Seattle cop Cynthia Whitlatch has been on paid leave for nearly a year. She was taken off street duty after arresting a 69-year-old black man for using a golf club as a walking cane, and lying in her arrest report that he used the golf club as a weapon by swinging it at her. Her patrol car dashcam recording — which, ironically, she refers to numerous times during the encounter — proves otherwise. In addition, Whitlatch was caught making racist tweets in social media, raising questions about whether she accosted the man because of racial profiling. (Click here for story.)
Now, after a lengthy investigation, the Seattle police department’s Office of Professional Accountability has recommended that Whitlatch be fired — and Seattle’s worse-than-useless police union is already shedding a river of crocodile tears. “It appears to me that Officer Whitlatch has been run over with both axles of the political bus,” said Detective Ron Smith, president of the Seattle Police Officers’ Guild. According to Smith, the OPA’s findings don’t fit the facts, and he’s lost confidence in the OPA.
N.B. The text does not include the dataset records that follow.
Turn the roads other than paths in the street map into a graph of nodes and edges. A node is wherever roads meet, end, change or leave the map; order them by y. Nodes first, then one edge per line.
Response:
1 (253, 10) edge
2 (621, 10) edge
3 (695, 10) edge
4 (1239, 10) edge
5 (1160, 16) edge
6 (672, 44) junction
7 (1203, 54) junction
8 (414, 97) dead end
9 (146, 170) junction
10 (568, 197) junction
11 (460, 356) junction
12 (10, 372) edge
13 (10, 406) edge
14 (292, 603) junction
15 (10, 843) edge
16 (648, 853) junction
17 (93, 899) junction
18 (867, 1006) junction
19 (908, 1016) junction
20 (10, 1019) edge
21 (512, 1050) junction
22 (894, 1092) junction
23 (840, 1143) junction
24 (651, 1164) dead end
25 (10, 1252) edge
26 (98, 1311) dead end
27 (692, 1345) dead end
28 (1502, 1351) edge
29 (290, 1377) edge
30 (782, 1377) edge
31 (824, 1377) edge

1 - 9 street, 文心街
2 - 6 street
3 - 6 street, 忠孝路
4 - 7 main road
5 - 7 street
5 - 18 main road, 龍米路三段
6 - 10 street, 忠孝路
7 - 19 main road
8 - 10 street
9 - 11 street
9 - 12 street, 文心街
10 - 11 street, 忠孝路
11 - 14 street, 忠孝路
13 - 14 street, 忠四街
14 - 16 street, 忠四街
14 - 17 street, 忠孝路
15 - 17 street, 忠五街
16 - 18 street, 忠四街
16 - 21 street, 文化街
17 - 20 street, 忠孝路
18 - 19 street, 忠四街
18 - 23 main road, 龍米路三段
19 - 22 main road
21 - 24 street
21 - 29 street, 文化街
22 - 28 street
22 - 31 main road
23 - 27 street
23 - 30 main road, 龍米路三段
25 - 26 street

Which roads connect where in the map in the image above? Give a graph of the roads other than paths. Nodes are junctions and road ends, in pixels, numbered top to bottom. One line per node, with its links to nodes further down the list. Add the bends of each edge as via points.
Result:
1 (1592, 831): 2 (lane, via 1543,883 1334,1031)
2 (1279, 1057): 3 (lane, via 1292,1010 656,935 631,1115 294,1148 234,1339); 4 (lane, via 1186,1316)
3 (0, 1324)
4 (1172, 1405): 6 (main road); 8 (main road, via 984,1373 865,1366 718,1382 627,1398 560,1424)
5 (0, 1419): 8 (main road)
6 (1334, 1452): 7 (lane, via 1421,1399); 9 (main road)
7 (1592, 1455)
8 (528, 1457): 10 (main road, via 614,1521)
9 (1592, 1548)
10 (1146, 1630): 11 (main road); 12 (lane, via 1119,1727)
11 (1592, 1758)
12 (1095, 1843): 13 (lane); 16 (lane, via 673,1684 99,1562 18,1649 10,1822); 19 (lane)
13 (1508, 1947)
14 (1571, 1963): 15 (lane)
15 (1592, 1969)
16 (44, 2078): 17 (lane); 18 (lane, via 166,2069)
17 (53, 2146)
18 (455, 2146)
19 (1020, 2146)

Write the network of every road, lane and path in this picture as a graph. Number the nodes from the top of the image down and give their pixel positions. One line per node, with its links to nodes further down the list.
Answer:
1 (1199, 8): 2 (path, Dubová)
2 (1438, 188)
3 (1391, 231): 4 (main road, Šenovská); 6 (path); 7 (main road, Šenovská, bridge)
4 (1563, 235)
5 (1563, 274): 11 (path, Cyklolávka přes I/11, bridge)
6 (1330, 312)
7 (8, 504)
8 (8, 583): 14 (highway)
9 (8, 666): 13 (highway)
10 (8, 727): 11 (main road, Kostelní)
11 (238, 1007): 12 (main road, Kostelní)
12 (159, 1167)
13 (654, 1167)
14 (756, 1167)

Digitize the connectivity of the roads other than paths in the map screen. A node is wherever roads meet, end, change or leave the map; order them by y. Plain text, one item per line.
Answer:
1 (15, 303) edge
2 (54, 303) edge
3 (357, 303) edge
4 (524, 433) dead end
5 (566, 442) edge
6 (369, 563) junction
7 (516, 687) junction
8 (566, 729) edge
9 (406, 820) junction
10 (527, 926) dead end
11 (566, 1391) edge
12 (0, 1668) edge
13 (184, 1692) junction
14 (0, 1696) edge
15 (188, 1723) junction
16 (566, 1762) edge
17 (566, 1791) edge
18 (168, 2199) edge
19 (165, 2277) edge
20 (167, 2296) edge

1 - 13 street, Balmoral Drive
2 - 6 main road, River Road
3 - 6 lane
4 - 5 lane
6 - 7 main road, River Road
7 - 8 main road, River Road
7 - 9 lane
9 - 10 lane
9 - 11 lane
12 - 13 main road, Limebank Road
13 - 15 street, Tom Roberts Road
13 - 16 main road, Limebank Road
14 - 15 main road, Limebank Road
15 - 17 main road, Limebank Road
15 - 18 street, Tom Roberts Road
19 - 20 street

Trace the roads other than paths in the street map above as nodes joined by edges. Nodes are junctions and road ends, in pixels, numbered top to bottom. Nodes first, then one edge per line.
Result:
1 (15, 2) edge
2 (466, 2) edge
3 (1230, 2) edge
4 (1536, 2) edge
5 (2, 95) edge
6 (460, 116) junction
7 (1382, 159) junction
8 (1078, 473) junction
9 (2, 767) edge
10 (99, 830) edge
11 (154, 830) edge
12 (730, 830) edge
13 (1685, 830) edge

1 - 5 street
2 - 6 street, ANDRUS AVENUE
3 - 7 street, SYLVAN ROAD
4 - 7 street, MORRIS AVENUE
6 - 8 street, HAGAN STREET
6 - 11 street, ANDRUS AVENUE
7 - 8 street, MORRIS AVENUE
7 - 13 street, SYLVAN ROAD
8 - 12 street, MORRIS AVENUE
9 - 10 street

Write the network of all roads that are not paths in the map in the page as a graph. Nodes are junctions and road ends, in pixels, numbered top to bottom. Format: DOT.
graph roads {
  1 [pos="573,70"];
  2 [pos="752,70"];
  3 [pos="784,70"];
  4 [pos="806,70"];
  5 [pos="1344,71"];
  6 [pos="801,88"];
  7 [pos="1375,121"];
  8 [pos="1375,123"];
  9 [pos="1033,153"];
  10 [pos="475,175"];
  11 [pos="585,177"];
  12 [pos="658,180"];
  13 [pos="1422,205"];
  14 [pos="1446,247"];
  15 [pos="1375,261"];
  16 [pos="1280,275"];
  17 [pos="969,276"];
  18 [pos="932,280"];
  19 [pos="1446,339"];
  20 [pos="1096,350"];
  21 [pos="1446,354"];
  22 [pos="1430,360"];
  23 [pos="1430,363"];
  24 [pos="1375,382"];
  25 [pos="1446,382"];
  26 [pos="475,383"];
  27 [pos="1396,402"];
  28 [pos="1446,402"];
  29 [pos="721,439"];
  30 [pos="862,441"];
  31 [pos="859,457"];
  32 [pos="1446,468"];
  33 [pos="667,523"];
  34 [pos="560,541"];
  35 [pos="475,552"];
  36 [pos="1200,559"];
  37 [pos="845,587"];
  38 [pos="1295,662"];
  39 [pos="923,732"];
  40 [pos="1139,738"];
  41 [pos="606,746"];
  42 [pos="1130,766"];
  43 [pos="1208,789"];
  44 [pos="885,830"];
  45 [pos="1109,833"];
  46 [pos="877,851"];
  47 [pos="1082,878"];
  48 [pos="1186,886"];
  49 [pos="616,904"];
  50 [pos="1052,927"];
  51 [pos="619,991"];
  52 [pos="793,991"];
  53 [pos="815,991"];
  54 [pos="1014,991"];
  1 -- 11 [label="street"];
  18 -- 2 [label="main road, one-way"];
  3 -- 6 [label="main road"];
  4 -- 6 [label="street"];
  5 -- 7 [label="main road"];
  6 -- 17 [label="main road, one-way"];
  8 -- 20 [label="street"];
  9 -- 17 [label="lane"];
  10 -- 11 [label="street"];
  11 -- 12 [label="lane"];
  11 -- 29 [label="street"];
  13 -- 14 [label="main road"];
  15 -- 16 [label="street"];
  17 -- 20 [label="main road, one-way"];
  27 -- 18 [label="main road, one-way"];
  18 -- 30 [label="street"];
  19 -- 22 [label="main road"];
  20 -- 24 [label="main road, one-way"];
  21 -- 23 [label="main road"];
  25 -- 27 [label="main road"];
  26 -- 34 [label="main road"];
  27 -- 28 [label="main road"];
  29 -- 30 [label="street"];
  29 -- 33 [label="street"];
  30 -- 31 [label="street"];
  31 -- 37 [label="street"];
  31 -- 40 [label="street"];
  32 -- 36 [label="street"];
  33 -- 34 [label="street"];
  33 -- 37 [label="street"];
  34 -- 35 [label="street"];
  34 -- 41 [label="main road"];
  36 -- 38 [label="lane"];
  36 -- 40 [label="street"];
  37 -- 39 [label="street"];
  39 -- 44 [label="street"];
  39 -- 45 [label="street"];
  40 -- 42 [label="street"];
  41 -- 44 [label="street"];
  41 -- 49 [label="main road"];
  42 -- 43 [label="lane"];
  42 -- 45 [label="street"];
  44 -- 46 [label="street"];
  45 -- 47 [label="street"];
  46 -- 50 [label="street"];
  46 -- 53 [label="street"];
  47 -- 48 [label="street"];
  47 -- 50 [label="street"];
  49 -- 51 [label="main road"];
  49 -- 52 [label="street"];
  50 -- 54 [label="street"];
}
What Smith is upset about is that Seattle, under its new police chief, and in the changed political climate following a spate of highly-publicized police abuse cases across the country, may no longer willing to put up with bad cops no matter what they do. Smith seems to be living in some sort of bubble. Whitlatch certainly is; she was one of the 100 or so Seattle cops who sued to stop implementation of a revised use-of-force policy imposed on the Seattle PD after a federal investigation found systemic excessive force problems in Seattle’s policing.
The new chief, if she is to have any credibility, must follow OPA’s recommendation and fire Whitlatch. The county’s elected sheriff, John Urquhart, who rode into office on promises to clean up the sheriff’s department, has already fired several deputies for various kinds of misbehavior.
As for SPOG, they’re a union, and we expect unions to defend their members. They have a legal duty to do so, and that’s their role in the system. But Smith could have chosen more tempered language. He could have said something like, “As a union, our duty is to represent our members, and we will advocate for Officer Whitlatch in this process.” By adopting the role of an incendiary who feigns outrage against anyone who dares to criticize bad cops, by putting up a pretense that Whitlatch is a wronged angel, and by attempting to obstruct needed reforms, he is making himself part of the problem and is alienating the community that cops are hired to serve.
The problem in American policing is that bad cops have gotten away with too much, for too long, and this has fostered an anything-goes mentality. The task facing police reformers and the general public is reversing that trend and mentality, and the key reform is getting bad cops off police forces. Police unions have a legitimate role to play in this process. They perform an essential function by defending cops against false or exaggerated charges, contributing to fact finding, and preventing rushes to judgment. They can’t effectively perform these functions if they mindlessly obstruct warranted disciplinary actions and necessary reforms. That’s something police union leaders ought to think about.